→ **Exercise prompt**
What you return must match the entries exactly, except that the pictures are gone.

Items from a data source
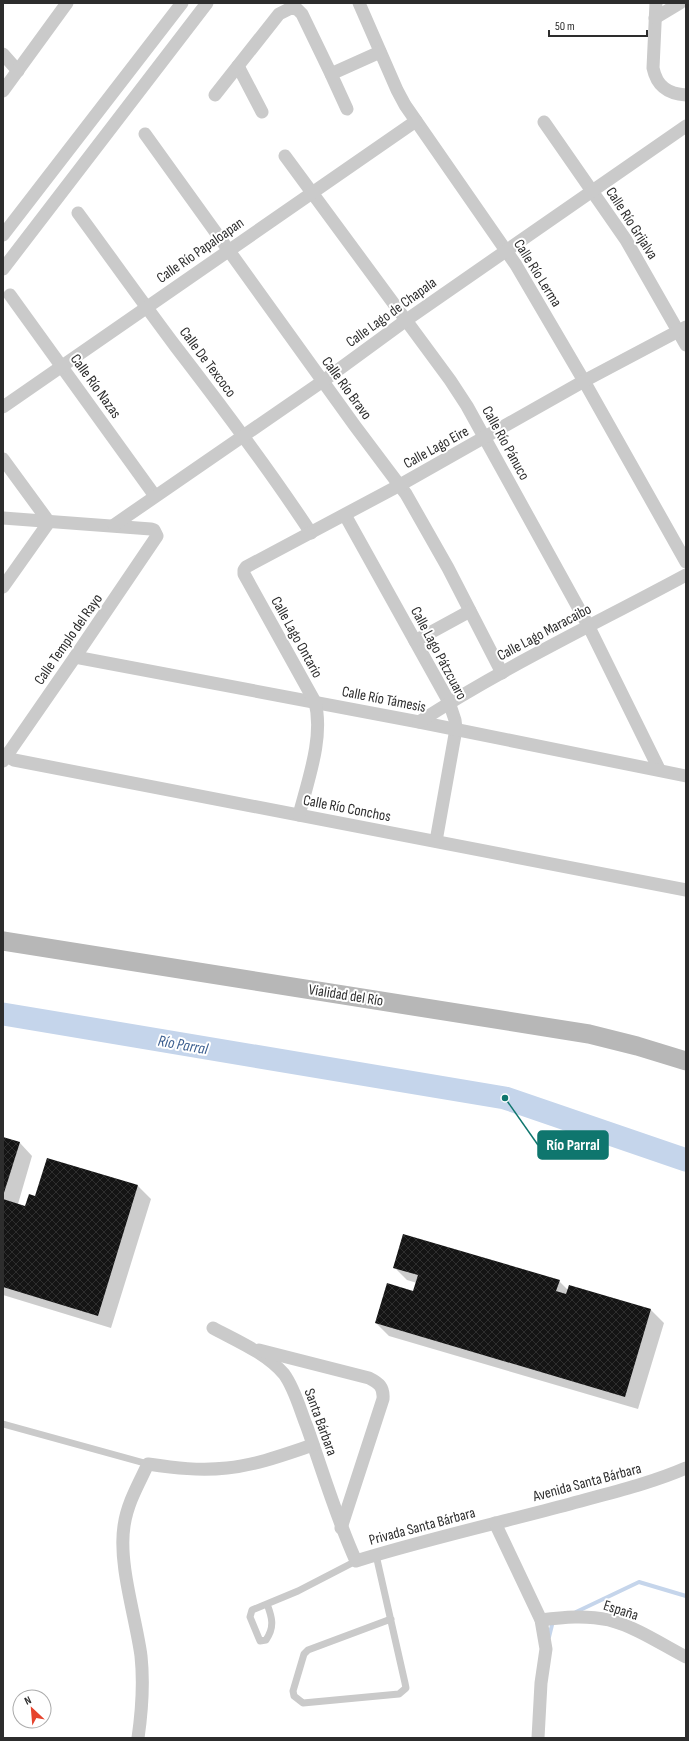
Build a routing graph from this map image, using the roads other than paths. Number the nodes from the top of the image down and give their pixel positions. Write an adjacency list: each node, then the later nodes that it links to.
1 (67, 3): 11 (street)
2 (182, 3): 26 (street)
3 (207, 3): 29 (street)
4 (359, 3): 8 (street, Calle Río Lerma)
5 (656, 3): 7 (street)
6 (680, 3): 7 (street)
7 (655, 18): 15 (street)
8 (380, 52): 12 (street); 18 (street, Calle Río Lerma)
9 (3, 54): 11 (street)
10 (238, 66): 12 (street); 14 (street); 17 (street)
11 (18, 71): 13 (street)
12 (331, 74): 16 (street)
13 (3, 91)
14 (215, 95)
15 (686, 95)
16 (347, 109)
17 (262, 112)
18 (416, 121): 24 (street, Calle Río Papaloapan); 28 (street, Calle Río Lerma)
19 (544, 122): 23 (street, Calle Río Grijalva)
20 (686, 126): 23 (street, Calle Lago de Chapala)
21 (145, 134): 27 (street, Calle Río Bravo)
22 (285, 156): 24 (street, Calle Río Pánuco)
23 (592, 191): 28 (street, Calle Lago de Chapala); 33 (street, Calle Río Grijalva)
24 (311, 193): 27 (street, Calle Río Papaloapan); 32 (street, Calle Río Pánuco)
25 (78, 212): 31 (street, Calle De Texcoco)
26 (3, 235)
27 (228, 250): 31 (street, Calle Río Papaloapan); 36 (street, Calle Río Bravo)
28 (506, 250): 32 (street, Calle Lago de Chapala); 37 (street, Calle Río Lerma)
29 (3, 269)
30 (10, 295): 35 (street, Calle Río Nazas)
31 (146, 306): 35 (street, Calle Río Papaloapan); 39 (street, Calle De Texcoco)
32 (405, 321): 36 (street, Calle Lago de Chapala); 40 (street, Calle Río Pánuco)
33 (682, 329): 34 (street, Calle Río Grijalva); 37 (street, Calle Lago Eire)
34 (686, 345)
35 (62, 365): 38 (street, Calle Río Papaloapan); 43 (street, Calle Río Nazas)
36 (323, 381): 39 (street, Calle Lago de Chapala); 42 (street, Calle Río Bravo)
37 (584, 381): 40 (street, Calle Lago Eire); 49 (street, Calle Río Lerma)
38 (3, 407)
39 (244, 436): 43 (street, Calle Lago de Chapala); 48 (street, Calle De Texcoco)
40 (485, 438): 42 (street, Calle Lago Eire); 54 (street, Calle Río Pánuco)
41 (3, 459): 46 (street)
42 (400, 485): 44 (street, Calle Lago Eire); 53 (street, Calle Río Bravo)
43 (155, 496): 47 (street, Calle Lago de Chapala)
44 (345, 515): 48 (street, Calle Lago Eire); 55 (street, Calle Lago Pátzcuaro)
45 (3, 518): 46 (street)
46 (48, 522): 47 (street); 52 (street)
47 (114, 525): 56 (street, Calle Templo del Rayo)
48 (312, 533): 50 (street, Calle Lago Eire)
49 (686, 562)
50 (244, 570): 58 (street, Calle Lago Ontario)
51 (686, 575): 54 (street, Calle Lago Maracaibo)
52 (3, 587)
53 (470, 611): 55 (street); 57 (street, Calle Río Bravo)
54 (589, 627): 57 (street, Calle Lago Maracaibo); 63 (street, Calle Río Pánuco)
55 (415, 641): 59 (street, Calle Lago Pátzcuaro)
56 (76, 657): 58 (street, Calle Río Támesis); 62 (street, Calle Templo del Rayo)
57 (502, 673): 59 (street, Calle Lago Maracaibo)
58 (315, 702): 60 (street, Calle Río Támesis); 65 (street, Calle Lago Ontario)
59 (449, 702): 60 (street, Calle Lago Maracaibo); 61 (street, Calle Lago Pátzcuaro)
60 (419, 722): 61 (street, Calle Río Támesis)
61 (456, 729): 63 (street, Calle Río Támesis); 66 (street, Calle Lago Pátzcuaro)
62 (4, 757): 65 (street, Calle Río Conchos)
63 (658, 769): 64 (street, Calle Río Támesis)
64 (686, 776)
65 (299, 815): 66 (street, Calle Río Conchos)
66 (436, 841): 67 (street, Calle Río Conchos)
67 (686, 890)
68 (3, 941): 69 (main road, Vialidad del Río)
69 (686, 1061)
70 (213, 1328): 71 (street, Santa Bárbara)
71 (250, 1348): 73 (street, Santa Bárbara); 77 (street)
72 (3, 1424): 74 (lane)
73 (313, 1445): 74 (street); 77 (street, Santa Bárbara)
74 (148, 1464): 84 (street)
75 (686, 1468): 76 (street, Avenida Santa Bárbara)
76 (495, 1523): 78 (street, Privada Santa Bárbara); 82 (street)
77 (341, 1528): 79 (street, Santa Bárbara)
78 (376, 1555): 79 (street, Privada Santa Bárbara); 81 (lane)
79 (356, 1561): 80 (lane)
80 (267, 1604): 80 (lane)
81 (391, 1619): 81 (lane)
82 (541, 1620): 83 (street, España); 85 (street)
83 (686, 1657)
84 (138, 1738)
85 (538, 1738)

→ **Task response**
Build a routing graph from this map image, using the roads other than paths. Number the nodes from the top of the image down and give their pixel positions. Write an adjacency list: each node, then the later nodes that it links to.
1 (67, 3): 11 (street)
2 (182, 3): 26 (street)
3 (207, 3): 29 (street)
4 (359, 3): 8 (street, Calle Río Lerma)
5 (656, 3): 7 (street)
6 (680, 3): 7 (street)
7 (655, 18): 15 (street)
8 (380, 52): 12 (street); 18 (street, Calle Río Lerma)
9 (3, 54): 11 (street)
10 (238, 66): 12 (street); 14 (street); 17 (street)
11 (18, 71): 13 (street)
12 (331, 74): 16 (street)
13 (3, 91)
14 (215, 95)
15 (686, 95)
16 (347, 109)
17 (262, 112)
18 (416, 121): 24 (street, Calle Río Papaloapan); 28 (street, Calle Río Lerma)
19 (544, 122): 23 (street, Calle Río Grijalva)
20 (686, 126): 23 (street, Calle Lago de Chapala)
21 (145, 134): 27 (street, Calle Río Bravo)
22 (285, 156): 24 (street, Calle Río Pánuco)
23 (592, 191): 28 (street, Calle Lago de Chapala); 33 (street, Calle Río Grijalva)
24 (311, 193): 27 (street, Calle Río Papaloapan); 32 (street, Calle Río Pánuco)
25 (78, 212): 31 (street, Calle De Texcoco)
26 (3, 235)
27 (228, 250): 31 (street, Calle Río Papaloapan); 36 (street, Calle Río Bravo)
28 (506, 250): 32 (street, Calle Lago de Chapala); 37 (street, Calle Río Lerma)
29 (3, 269)
30 (10, 295): 35 (street, Calle Río Nazas)
31 (146, 306): 35 (street, Calle Río Papaloapan); 39 (street, Calle De Texcoco)
32 (405, 321): 36 (street, Calle Lago de Chapala); 40 (street, Calle Río Pánuco)
33 (682, 329): 34 (street, Calle Río Grijalva); 37 (street, Calle Lago Eire)
34 (686, 345)
35 (62, 365): 38 (street, Calle Río Papaloapan); 43 (street, Calle Río Nazas)
36 (323, 381): 39 (street, Calle Lago de Chapala); 42 (street, Calle Río Bravo)
37 (584, 381): 40 (street, Calle Lago Eire); 49 (street, Calle Río Lerma)
38 (3, 407)
39 (244, 436): 43 (street, Calle Lago de Chapala); 48 (street, Calle De Texcoco)
40 (485, 438): 42 (street, Calle Lago Eire); 54 (street, Calle Río Pánuco)
41 (3, 459): 46 (street)
42 (400, 485): 44 (street, Calle Lago Eire); 53 (street, Calle Río Bravo)
43 (155, 496): 47 (street, Calle Lago de Chapala)
44 (345, 515): 48 (street, Calle Lago Eire); 55 (street, Calle Lago Pátzcuaro)
45 (3, 518): 46 (street)
46 (48, 522): 47 (street); 52 (street)
47 (114, 525): 56 (street, Calle Templo del Rayo)
48 (312, 533): 50 (street, Calle Lago Eire)
49 (686, 562)
50 (244, 570): 58 (street, Calle Lago Ontario)
51 (686, 575): 54 (street, Calle Lago Maracaibo)
52 (3, 587)
53 (470, 611): 55 (street); 57 (street, Calle Río Bravo)
54 (589, 627): 57 (street, Calle Lago Maracaibo); 63 (street, Calle Río Pánuco)
55 (415, 641): 59 (street, Calle Lago Pátzcuaro)
56 (76, 657): 58 (street, Calle Río Támesis); 62 (street, Calle Templo del Rayo)
57 (502, 673): 59 (street, Calle Lago Maracaibo)
58 (315, 702): 60 (street, Calle Río Támesis); 65 (street, Calle Lago Ontario)
59 (449, 702): 60 (street, Calle Lago Maracaibo); 61 (street, Calle Lago Pátzcuaro)
60 (419, 722): 61 (street, Calle Río Támesis)
61 (456, 729): 63 (street, Calle Río Támesis); 66 (street, Calle Lago Pátzcuaro)
62 (4, 757): 65 (street, Calle Río Conchos)
63 (658, 769): 64 (street, Calle Río Támesis)
64 (686, 776)
65 (299, 815): 66 (street, Calle Río Conchos)
66 (436, 841): 67 (street, Calle Río Conchos)
67 (686, 890)
68 (3, 941): 69 (main road, Vialidad del Río)
69 (686, 1061)
70 (213, 1328): 71 (street, Santa Bárbara)
71 (250, 1348): 73 (street, Santa Bárbara); 77 (street)
72 (3, 1424): 74 (lane)
73 (313, 1445): 74 (street); 77 (street, Santa Bárbara)
74 (148, 1464): 84 (street)
75 (686, 1468): 76 (street, Avenida Santa Bárbara)
76 (495, 1523): 78 (street, Privada Santa Bárbara); 82 (street)
77 (341, 1528): 79 (street, Santa Bárbara)
78 (376, 1555): 79 (street, Privada Santa Bárbara); 81 (lane)
79 (356, 1561): 80 (lane)
80 (267, 1604): 80 (lane)
81 (391, 1619): 81 (lane)
82 (541, 1620): 83 (street, España); 85 (street)
83 (686, 1657)
84 (138, 1738)
85 (538, 1738)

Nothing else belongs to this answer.